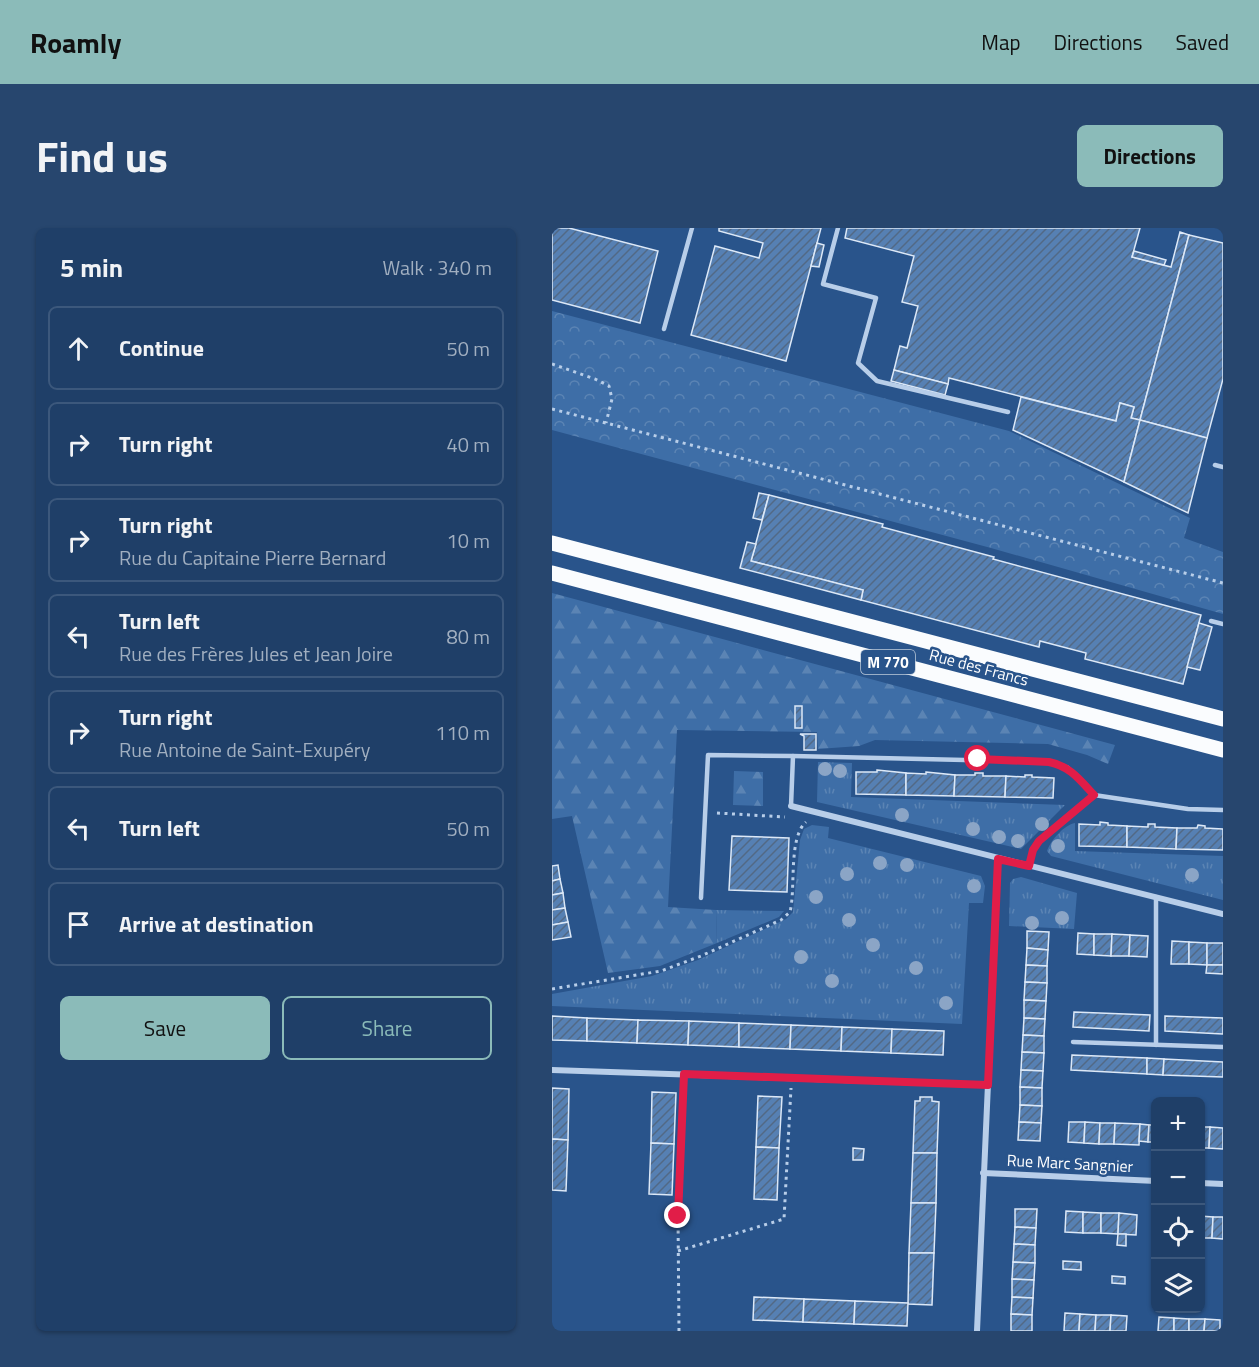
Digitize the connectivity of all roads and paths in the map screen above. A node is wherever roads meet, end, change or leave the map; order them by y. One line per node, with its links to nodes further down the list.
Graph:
1 (692, 228): 3 (lane)
2 (838, 228): 6 (lane)
3 (664, 329)
4 (552, 364): 7 (path)
5 (552, 409): 7 (path)
6 (1008, 412)
7 (606, 423): 12 (path)
8 (1215, 465): 9 (lane)
9 (1223, 467)
10 (552, 543): 15 (main road, Rue des Francs / M 770)
11 (552, 573): 16 (main road, Rue des Francs / M 770)
12 (1223, 583)
13 (1211, 621): 14 (lane)
14 (1223, 624)
15 (1223, 719)
16 (1223, 750)
17 (793, 756): 18 (lane); 19 (lane); 22 (lane)
18 (1094, 795): 20 (lane); 27 (lane)
19 (790, 806): 21 (street)
20 (1223, 810)
21 (812, 811): 25 (path); 26 (street)
22 (705, 813): 23 (path); 29 (lane)
23 (789, 817)
24 (795, 822): 25 (path)
25 (801, 827): 31 (path)
26 (998, 859): 27 (street); 38 (street)
27 (1029, 866): 28 (street)
28 (1156, 897): 30 (street); 33 (lane)
29 (702, 898)
30 (1223, 914)
31 (552, 989)
32 (1073, 1042): 33 (lane)
33 (1156, 1045): 34 (lane)
34 (1223, 1047)
35 (552, 1070): 36 (street)
36 (684, 1074): 37 (street); 43 (path)
37 (792, 1077): 38 (street); 43 (path)
38 (988, 1085): 39 (street)
39 (983, 1173): 40 (street, Rue Marc Sangnier); 45 (street)
40 (1151, 1181)
41 (1205, 1183): 42 (street)
42 (1223, 1184)
43 (678, 1251): 44 (path)
44 (679, 1331)
45 (977, 1331)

_Work item:_ The records above are to be transcribed exactly, with every picture left out.

_Task response:_
Digitize the connectivity of all roads and paths in the map screen above. A node is wherever roads meet, end, change or leave the map; order them by y. One line per node, with its links to nodes further down the list.
Graph:
1 (692, 228): 3 (lane)
2 (838, 228): 6 (lane)
3 (664, 329)
4 (552, 364): 7 (path)
5 (552, 409): 7 (path)
6 (1008, 412)
7 (606, 423): 12 (path)
8 (1215, 465): 9 (lane)
9 (1223, 467)
10 (552, 543): 15 (main road, Rue des Francs / M 770)
11 (552, 573): 16 (main road, Rue des Francs / M 770)
12 (1223, 583)
13 (1211, 621): 14 (lane)
14 (1223, 624)
15 (1223, 719)
16 (1223, 750)
17 (793, 756): 18 (lane); 19 (lane); 22 (lane)
18 (1094, 795): 20 (lane); 27 (lane)
19 (790, 806): 21 (street)
20 (1223, 810)
21 (812, 811): 25 (path); 26 (street)
22 (705, 813): 23 (path); 29 (lane)
23 (789, 817)
24 (795, 822): 25 (path)
25 (801, 827): 31 (path)
26 (998, 859): 27 (street); 38 (street)
27 (1029, 866): 28 (street)
28 (1156, 897): 30 (street); 33 (lane)
29 (702, 898)
30 (1223, 914)
31 (552, 989)
32 (1073, 1042): 33 (lane)
33 (1156, 1045): 34 (lane)
34 (1223, 1047)
35 (552, 1070): 36 (street)
36 (684, 1074): 37 (street); 43 (path)
37 (792, 1077): 38 (street); 43 (path)
38 (988, 1085): 39 (street)
39 (983, 1173): 40 (street, Rue Marc Sangnier); 45 (street)
40 (1151, 1181)
41 (1205, 1183): 42 (street)
42 (1223, 1184)
43 (678, 1251): 44 (path)
44 (679, 1331)
45 (977, 1331)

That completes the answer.